DigitalJack · on July 25, 2016

I'll share why I struggled with recursion (as best as I remember):

Most programming I learned was imperative. As I wrote the code, I imagined the execution in my head. This led to a problem where when I was halfway through a function, and it referred to itself, my brain would segfault. How could something I was not yet done writing refer to itself? I hadn't finished yet, so my brain could not comprehend what such a reference would mean.

It was also difficult because I wanted to think of functions as nice neat pieces of code that would take some data, do it's thing, and return a value. I could mentally inline a function call without much effort.

But when recursion is introduced, the floor drops out of my mental inlining. Suddenly my mental effort for such things becomes huge. For me anyway. My brain doesn't like to float around in abstraction land for long, it needs to periodically be anchored in the concrete. Otherwise I quickly lose my sense of direction and orientation... I lose my context.

Declarative languages actually make these easier, for me, because I'm not mentally executing a recipe as I write. I am giving a piece-wise description of what something is. So there is no mental tracing.

I expect the a-ha moment for recursion is different for everyone. But just showing recursion in many different forms would probably help. For example, show fib sequence generation where instead of the function calling itself, each function calls a uniquely named function... such that you concretely demonstrate building the first 5 or so numbers in the sequence...

Then show the similarity of the functions, show what the computer has to keep track of with the nested function calls, and step by step work your way to straight recursion.

Show it in BASIC with GOTO statements.

Finding as many different ways to concretely demonstrate an abstract concept will help reach more people.

akkartik · on July 25, 2016

As someone who enjoys teaching programming[1], your comment was my favorite of the day[2]. My learning experience was similar to yours, starting with imperative languages, so you got me to think about how I think about recursion today, given our shared baggage:

1. I do still inline recursive functions, but I've learned to selectively inline just the base case when I first implement recursion.
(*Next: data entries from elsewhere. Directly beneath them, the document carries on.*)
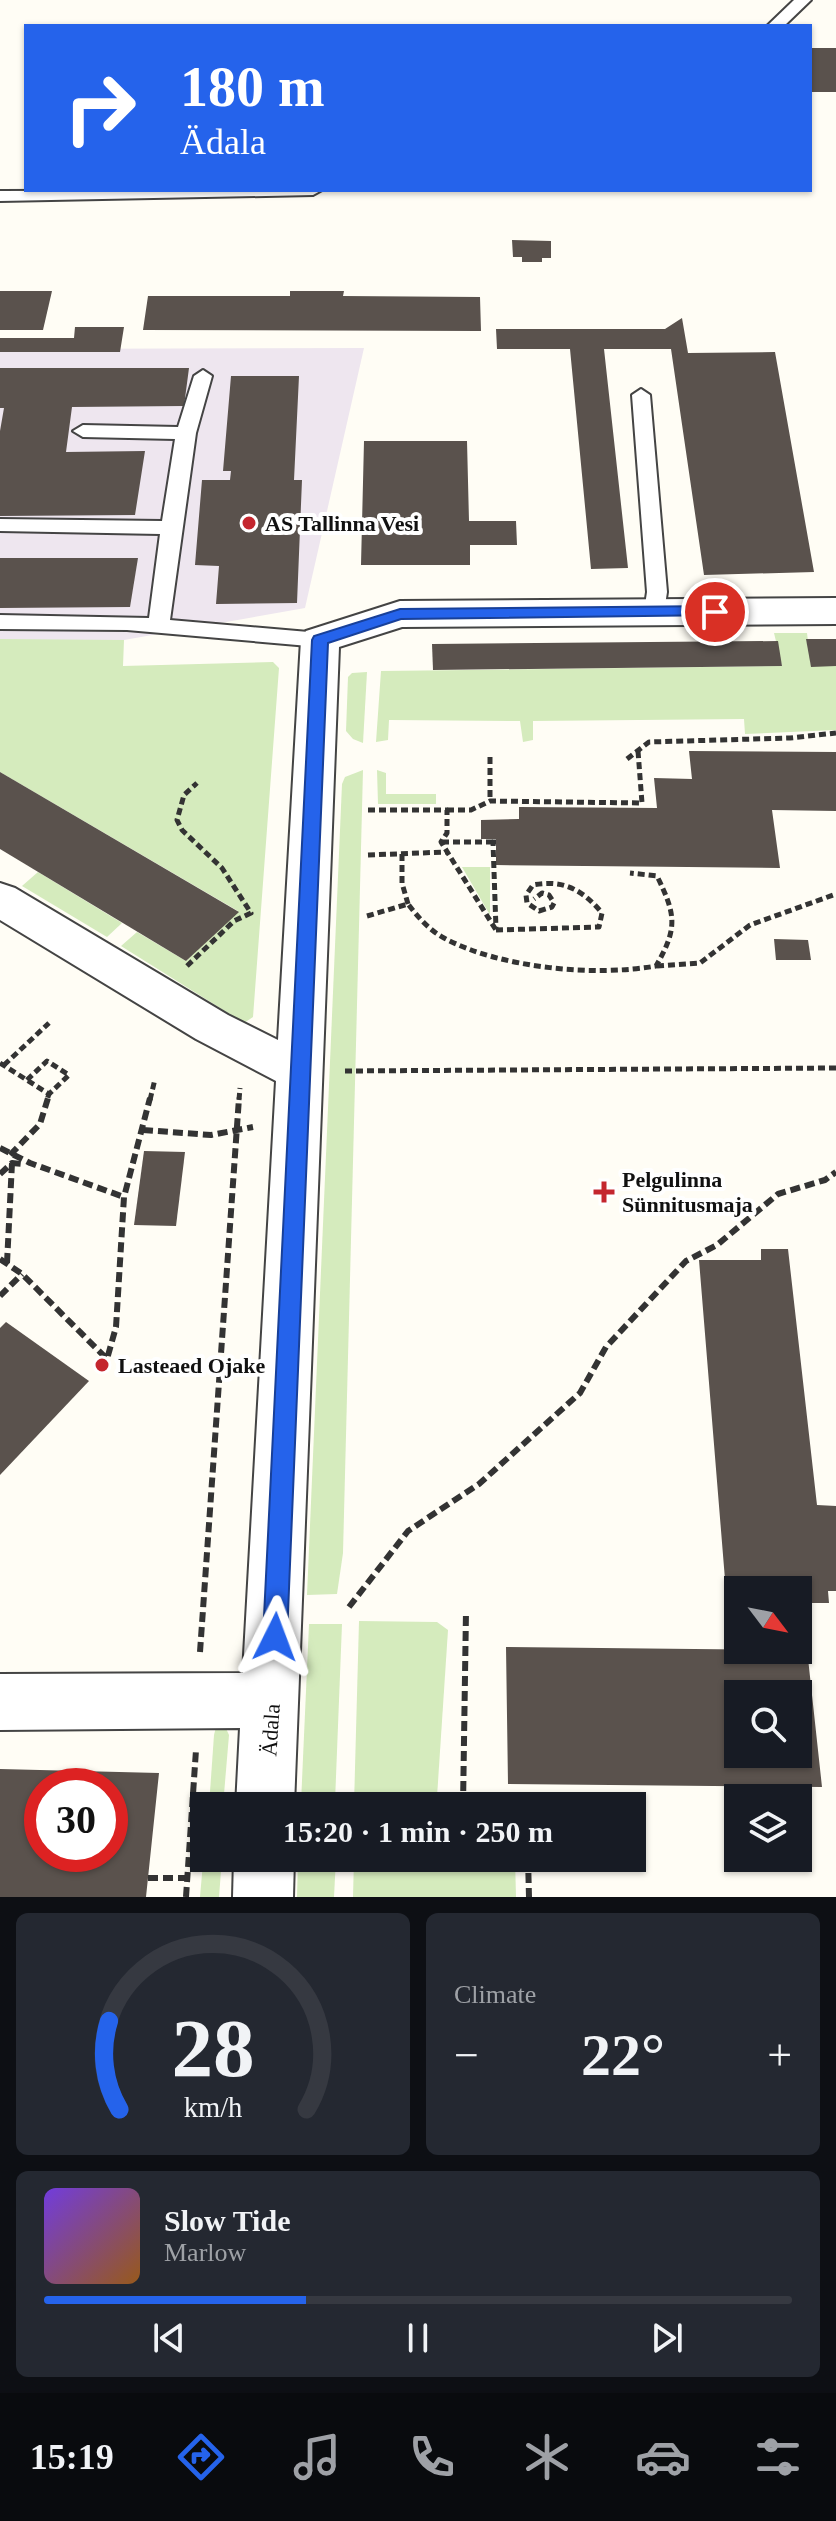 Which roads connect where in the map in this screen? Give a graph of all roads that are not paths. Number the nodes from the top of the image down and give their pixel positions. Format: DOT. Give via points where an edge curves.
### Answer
graph roads {
  1 [pos="803,0"];
  2 [pos="777,24"];
  3 [pos="209,192"];
  4 [pos="0,196"];
  5 [pos="203,376"];
  6 [pos="641,395"];
  7 [pos="83,431"];
  8 [pos="186,433"];
  9 [pos="0,525"];
  10 [pos="171,528"];
  11 [pos="836,611"];
  12 [pos="654,612"];
  13 [pos="0,622"];
  14 [pos="159,627"];
  15 [pos="320,640"];
  16 [pos="0,899"];
  17 [pos="298,1096"];
  18 [pos="272,1700"];
  19 [pos="0,1702"];
  20 [pos="266,1792"];
  21 [pos="264,1872"];
  22 [pos="263,1897"];
  1 -- 2 [label="lane"];
  3 -- 4 [label="lane"];
  5 -- 8 [label="lane"];
  6 -- 12 [label="lane" via="657,592"];
  7 -- 8 [label="lane"];
  8 -- 10 [label="lane"];
  9 -- 10 [label="lane"];
  10 -- 14 [label="lane"];
  11 -- 12 [label="street"];
  12 -- 15 [label="street" via="400,614"];
  13 -- 14 [label="lane"];
  14 -- 15 [label="lane"];
  15 -- 17 [label="street, Ädala"];
  16 -- 17 [label="street" via="245,1043"];
  17 -- 18 [label="street, Ädala"];
  18 -- 19 [label="street"];
  18 -- 20 [label="street, Ädala"];
  21 -- 22 [label="street"];
}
Paradoxically, experience with lisp helped me with recursion in C, particularly Common Lisp's trace facility which taught me to visualize stacks of multiple function calls (whether recursive or not) rather than a single one at a time.

2. I've learned to think declaratively even when I program in C. When writing a C function I might start out with a crisp definition in my head ("this function saves the reverse of the list seen so far in its second argument") so that I can rely on that definition even when the implementation isn't yet complete.
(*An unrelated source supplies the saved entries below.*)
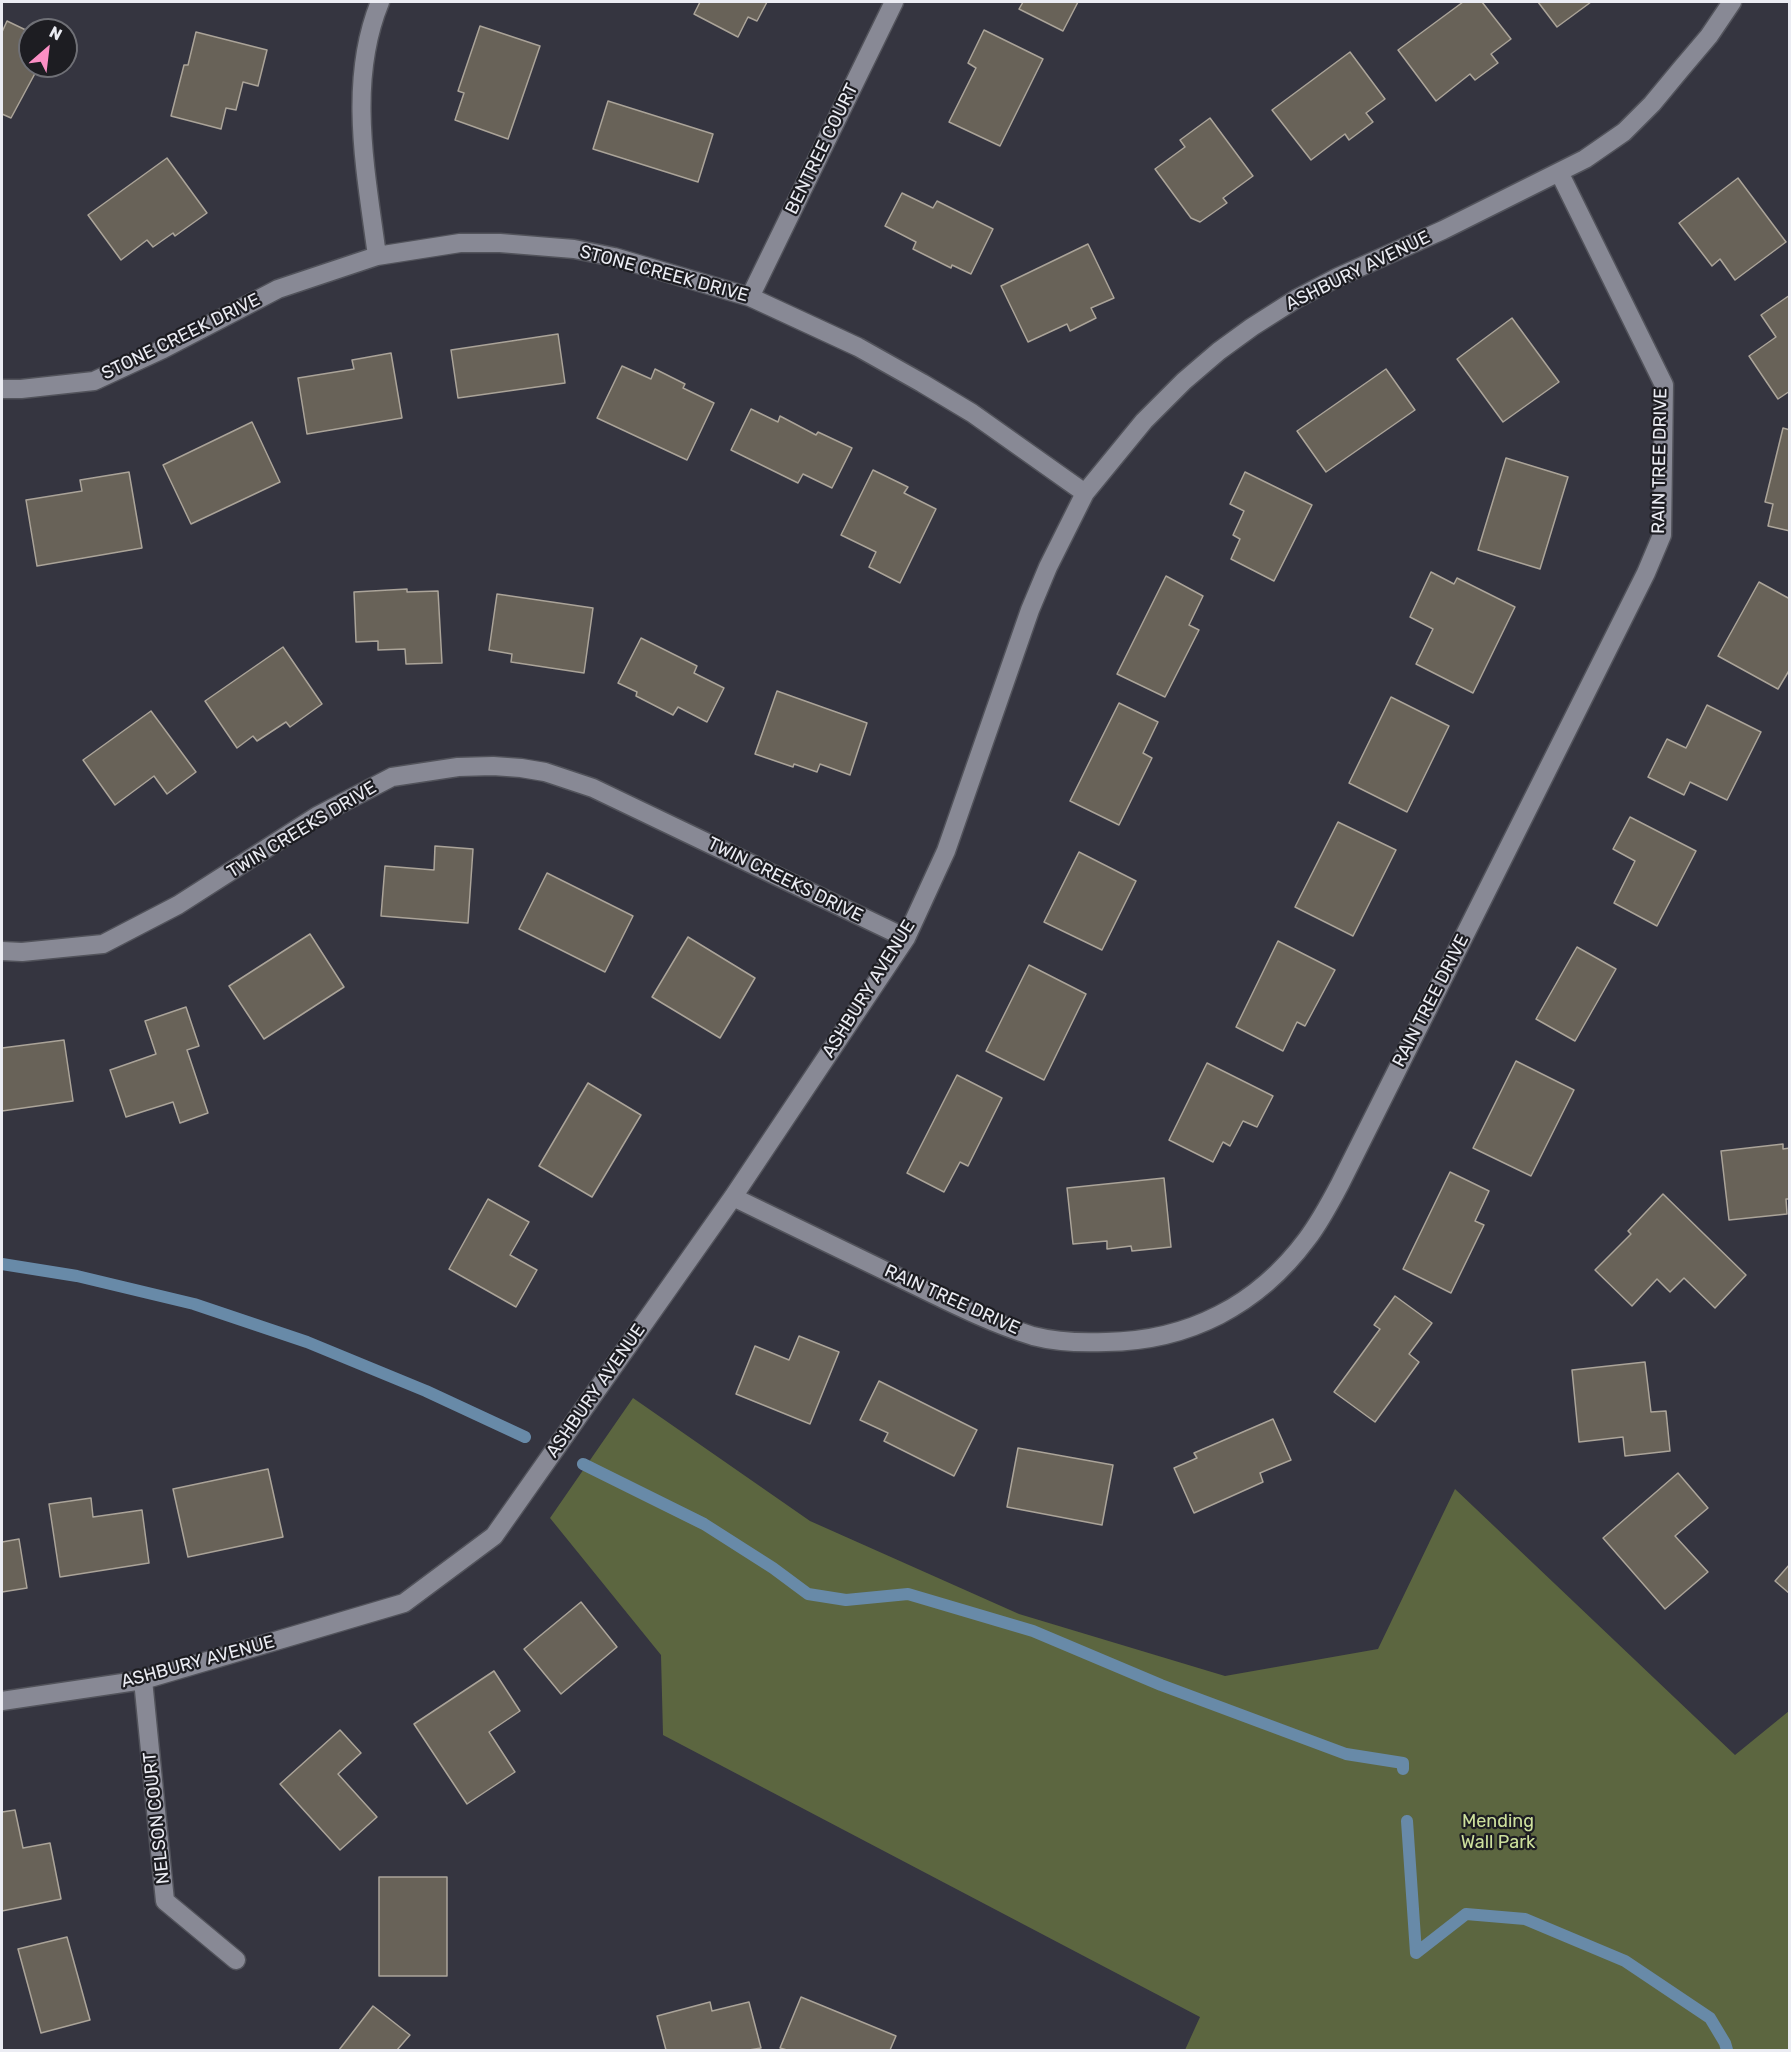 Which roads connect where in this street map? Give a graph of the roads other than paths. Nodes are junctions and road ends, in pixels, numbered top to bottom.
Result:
1 (380, 2) edge
2 (894, 2) edge
3 (1732, 2) edge
4 (1558, 172) junction
5 (376, 256) junction
6 (750, 297) junction
7 (2, 389) edge
8 (1085, 493) junction
9 (906, 938) junction
10 (2, 951) edge
11 (733, 1197) junction
12 (143, 1680) junction
13 (2, 1701) edge
14 (236, 1960) dead end

1 - 5 street
2 - 6 street, BENTREE COURT
3 - 4 street, ASHBURY AVENUE
4 - 8 street, ASHBURY AVENUE
4 - 11 street, RAIN TREE DRIVE
5 - 6 street, STONE CREEK DRIVE
5 - 7 street, STONE CREEK DRIVE
6 - 8 street, STONE CREEK DRIVE
8 - 9 street, ASHBURY AVENUE
9 - 10 street, TWIN CREEKS DRIVE
9 - 11 street, ASHBURY AVENUE
11 - 12 street, ASHBURY AVENUE
12 - 13 street, ASHBURY AVENUE
12 - 14 street, NELSON COURT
[1] http://akkartik.name/post/mu

[2] https://news.ycombinator.com/favorites?id=akkartik&comments=...

qznc · on July 25, 2016

> Show it in BASIC with GOTO statements.

That should happen naturally, if you implement a compiler to native code. A "call" instruction is just a "goto/branch/jump" with some extra stack fiddling.

Also, I don't think pure functions are so easy mentally either. Try to understand "call with current continuation". ;)
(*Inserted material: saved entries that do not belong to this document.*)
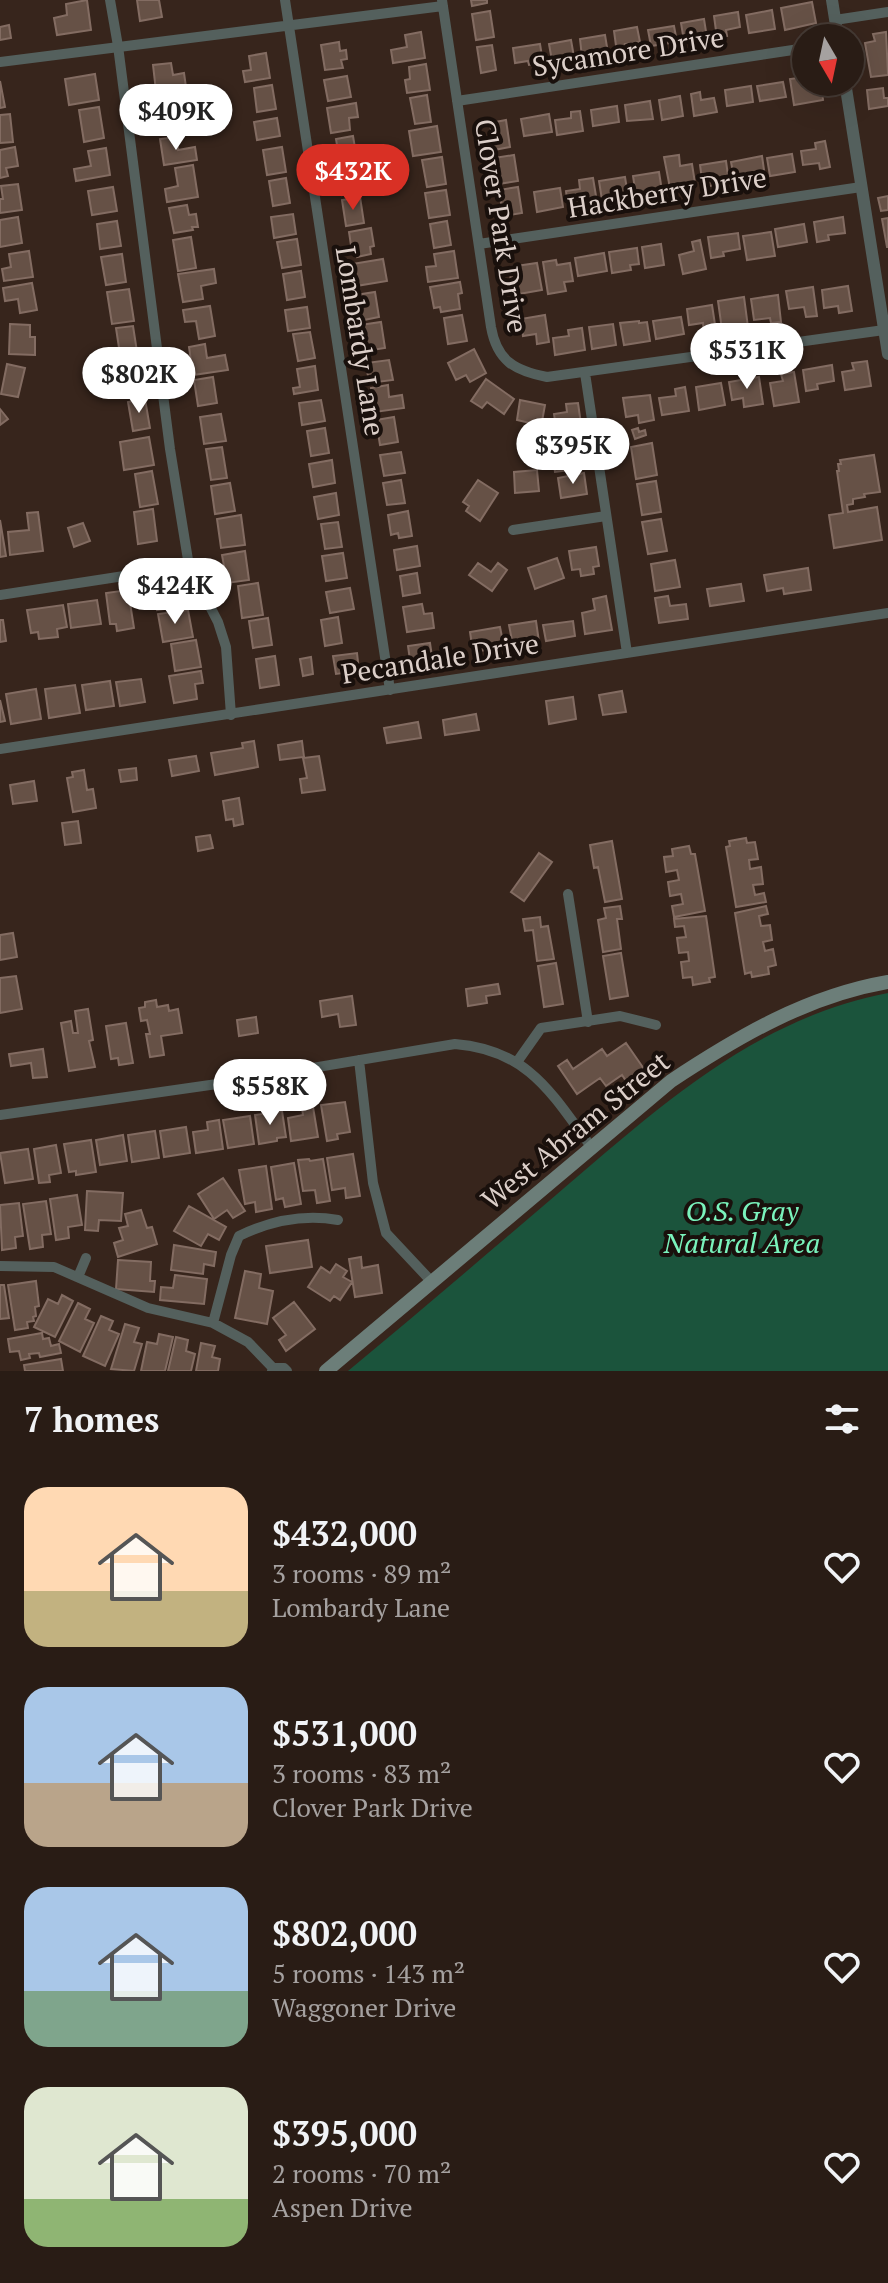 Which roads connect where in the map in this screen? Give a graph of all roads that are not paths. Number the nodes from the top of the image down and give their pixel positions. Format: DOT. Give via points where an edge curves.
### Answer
graph roads {
  1 [pos="110,0"];
  2 [pos="285,0"];
  3 [pos="832,0"];
  4 [pos="442,3"];
  5 [pos="888,12"];
  6 [pos="835,20"];
  7 [pos="836,24"];
  8 [pos="289,26"];
  9 [pos="118,46"];
  10 [pos="792,50"];
  11 [pos="0,62"];
  12 [pos="847,96"];
  13 [pos="457,101"];
  14 [pos="861,187"];
  15 [pos="479,244"];
  16 [pos="884,330"];
  17 [pos="888,354"];
  18 [pos="585,373"];
  19 [pos="606,516"];
  20 [pos="513,530"];
  21 [pos="189,566"];
  22 [pos="0,595"];
  23 [pos="888,613"];
  24 [pos="627,653"];
  25 [pos="390,690"];
  26 [pos="231,715"];
  27 [pos="0,749"];
  28 [pos="568,894"];
  29 [pos="888,982"];
  30 [pos="588,1022"];
  31 [pos="656,1025"];
  32 [pos="359,1060"];
  33 [pos="517,1062"];
  34 [pos="0,1115"];
  35 [pos="592,1148"];
  36 [pos="338,1220"];
  37 [pos="86,1258"];
  38 [pos="0,1266"];
  39 [pos="78,1277"];
  40 [pos="432,1282"];
  41 [pos="213,1323"];
  42 [pos="273,1369"];
  43 [pos="287,1371"];
  44 [pos="326,1371"];
  1 -- 9 [label="street"];
  2 -- 8 [label="street, Lombardy Lane"];
  3 -- 6 [label="street"];
  4 -- 8 [label="street"];
  4 -- 13 [label="street, Clover Park Drive"];
  5 -- 6 [label="street"];
  6 -- 7 [label="street"];
  8 -- 9 [label="street"];
  8 -- 25 [label="street, Lombardy Lane"];
  9 -- 11 [label="street"];
  9 -- 21 [label="street"];
  10 -- 13 [label="street, Sycamore Drive"];
  12 -- 14 [label="street"];
  13 -- 15 [label="street, Clover Park Drive"];
  14 -- 15 [label="street, Hackberry Drive"];
  14 -- 16 [label="street"];
  15 -- 18 [label="street, Clover Park Drive" via="494,344 503,358 547,377"];
  16 -- 17 [label="street"];
  16 -- 18 [label="street, Clover Park Drive"];
  18 -- 19 [label="street"];
  19 -- 20 [label="street"];
  19 -- 24 [label="street"];
  21 -- 22 [label="street"];
  21 -- 26 [label="street" via="226,647"];
  23 -- 24 [label="street, Pecandale Drive"];
  24 -- 25 [label="street, Pecandale Drive"];
  25 -- 26 [label="street, Pecandale Drive"];
  26 -- 27 [label="street, Pecandale Drive"];
  28 -- 30 [label="street"];
  29 -- 35 [label="main road, West Abram Street" via="796,1009 733,1040 671,1081"];
  30 -- 31 [label="street" via="620,1016"];
  30 -- 33 [label="street" via="541,1028"];
  32 -- 33 [label="street" via="455,1044 489,1049"];
  32 -- 34 [label="street"];
  32 -- 40 [label="street" via="373,1183 386,1233"];
  33 -- 35 [label="street" via="534,1074"];
  35 -- 40 [label="main road, West Abram Street"];
  36 -- 41 [label="street" via="302,1218 239,1236"];
  37 -- 39 [label="street"];
  38 -- 39 [label="street" via="54,1267"];
  39 -- 41 [label="street" via="148,1308"];
  40 -- 44 [label="main road, West Abram Street"];
  41 -- 42 [label="street" via="248,1342"];
  42 -- 43 [label="street"];
}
1021203121 · on July 25, 2016

This is not about understanding recursion, it is about implementing recursion correctly.

Recursion is likely to expose bugs in the calling convention if you're writing your first compiler.

_RPM · on July 25, 2016

Thank you. I wasn't sure if he understood that I was implementing it.

chrisseaton · on July 25, 2016

I did, and I think my comment still makes sense in that context.

If I give you a list of requirements for a programming language that I want you to implement and it includes 'a function must be able to call any function' then you have recursion. You don't need additional separate requirement for 'and that function may be itself', as long as you've fully implemented the first requirement. In fact you'd need an extra requirement to prevent recursion, not to allow it.

That's what I mean by you shouldn't need to consider recursion as a special case.

winstonewert · on July 25, 2016

The fact is, its easier to implement a language without recursion. See early programming languages that didn't. In such a case, you can simply treat the local variables as if they are global variables in the implementation. You've got to do something more complicated if you are going to handle local variables in a recursive case.

The fact it is not an additional requirement to allow recursion is irrealevent, what matter is that its extra complexity to handle that case correctly.

_RPM · on July 25, 2016

That's a great point. I think there is fundamental flaw in my virtual machine because recursion does not work, but calling other functions from within a function do work.

j4_james · on July 25, 2016

It may interest you to know that some older programming languages didn't originally support recursion, although they did support function calls (early FORTRAN being one example). The return address for a function call was typically stored in a fixed location associated with the target. So if you called that function once, you wouldn't be able to call it a second time until the first call had returned, otherwise you'd end up overwriting the first return address.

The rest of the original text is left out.